Now that Canada’s 150th birthday celebrations have kicked off, I am sure you are wondering: what was going on in Vancouver in 1867?
The short answer: not much. But something.
By 1867, Burrard Inlet had been occupied by a variety of indigenous peoples (Musqueam, Tsleil-Waututh and Squamish) for millennia. It was, in the words of historical geographer Cole Harris, a “native place.” In what is now Stanley Park, for instance, the village site of Whoi Whoi (Lumberman’s Arch) had been used for thousands of years, as had the Musqueam village near the mouth of the Fraser River in what is now Dunbar. But the settlement itself was hardly more than a small clearing in the forest, surrounding a sawmill that had been established by Captain Edward Stamp two years earlier.
That said, 1867 does mark an important milestone for Vancouver: the arrival on stage of Gassy Jack. In September of that year Jack Deighton and his Squamish wife Whahalia washed up on the waterfront in a canoe piled high with household items, a dog, two chickens and, most importantly, a barrel of whiskey. Jack’s plan was to open a saloon catering to the thirsty sawmill workers. The result was the Globe Saloon, not much more than a shack really, with a bar consisting of a plank laid across two barrels.
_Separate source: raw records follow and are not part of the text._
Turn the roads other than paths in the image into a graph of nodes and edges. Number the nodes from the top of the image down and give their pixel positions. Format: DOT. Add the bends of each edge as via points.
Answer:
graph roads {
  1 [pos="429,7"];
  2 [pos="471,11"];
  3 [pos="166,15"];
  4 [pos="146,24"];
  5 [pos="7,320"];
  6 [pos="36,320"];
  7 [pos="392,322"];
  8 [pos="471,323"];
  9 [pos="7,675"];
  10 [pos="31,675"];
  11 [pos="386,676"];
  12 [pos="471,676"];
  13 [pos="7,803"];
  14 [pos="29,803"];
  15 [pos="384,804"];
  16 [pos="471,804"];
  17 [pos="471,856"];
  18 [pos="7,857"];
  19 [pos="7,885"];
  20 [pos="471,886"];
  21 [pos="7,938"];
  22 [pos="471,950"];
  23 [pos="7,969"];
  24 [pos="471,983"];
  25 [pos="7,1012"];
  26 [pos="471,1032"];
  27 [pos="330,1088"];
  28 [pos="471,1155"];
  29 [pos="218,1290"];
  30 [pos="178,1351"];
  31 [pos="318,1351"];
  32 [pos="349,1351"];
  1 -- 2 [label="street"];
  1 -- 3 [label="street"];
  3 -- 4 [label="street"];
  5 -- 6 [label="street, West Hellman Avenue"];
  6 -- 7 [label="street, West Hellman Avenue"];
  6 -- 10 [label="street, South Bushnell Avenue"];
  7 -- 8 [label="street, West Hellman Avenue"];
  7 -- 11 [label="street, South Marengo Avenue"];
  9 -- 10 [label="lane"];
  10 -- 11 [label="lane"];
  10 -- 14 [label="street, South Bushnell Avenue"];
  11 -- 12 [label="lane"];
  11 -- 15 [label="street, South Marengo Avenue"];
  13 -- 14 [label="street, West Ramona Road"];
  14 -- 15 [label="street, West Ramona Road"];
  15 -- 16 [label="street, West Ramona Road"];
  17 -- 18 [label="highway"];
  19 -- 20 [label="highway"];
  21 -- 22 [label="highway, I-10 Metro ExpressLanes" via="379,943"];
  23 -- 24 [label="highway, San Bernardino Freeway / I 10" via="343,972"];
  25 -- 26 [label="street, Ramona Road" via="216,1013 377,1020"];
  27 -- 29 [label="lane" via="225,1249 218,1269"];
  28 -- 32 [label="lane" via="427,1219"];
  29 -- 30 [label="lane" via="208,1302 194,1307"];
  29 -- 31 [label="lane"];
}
But before too long a cluster of other homes and businesses had grown up around Deighton’s establishment. (They called him Gassy Jack because he was never at a loss for an opinion and always had a long-winded way of expressing it.) The result was Gastown, which evolved into the townsite of Granville, which in 1886 became the City of Vancouver.
So one way of looking at it is that Canada’s sesquicentennial is also the sesquicentennial of the origins of the City of Vancouver.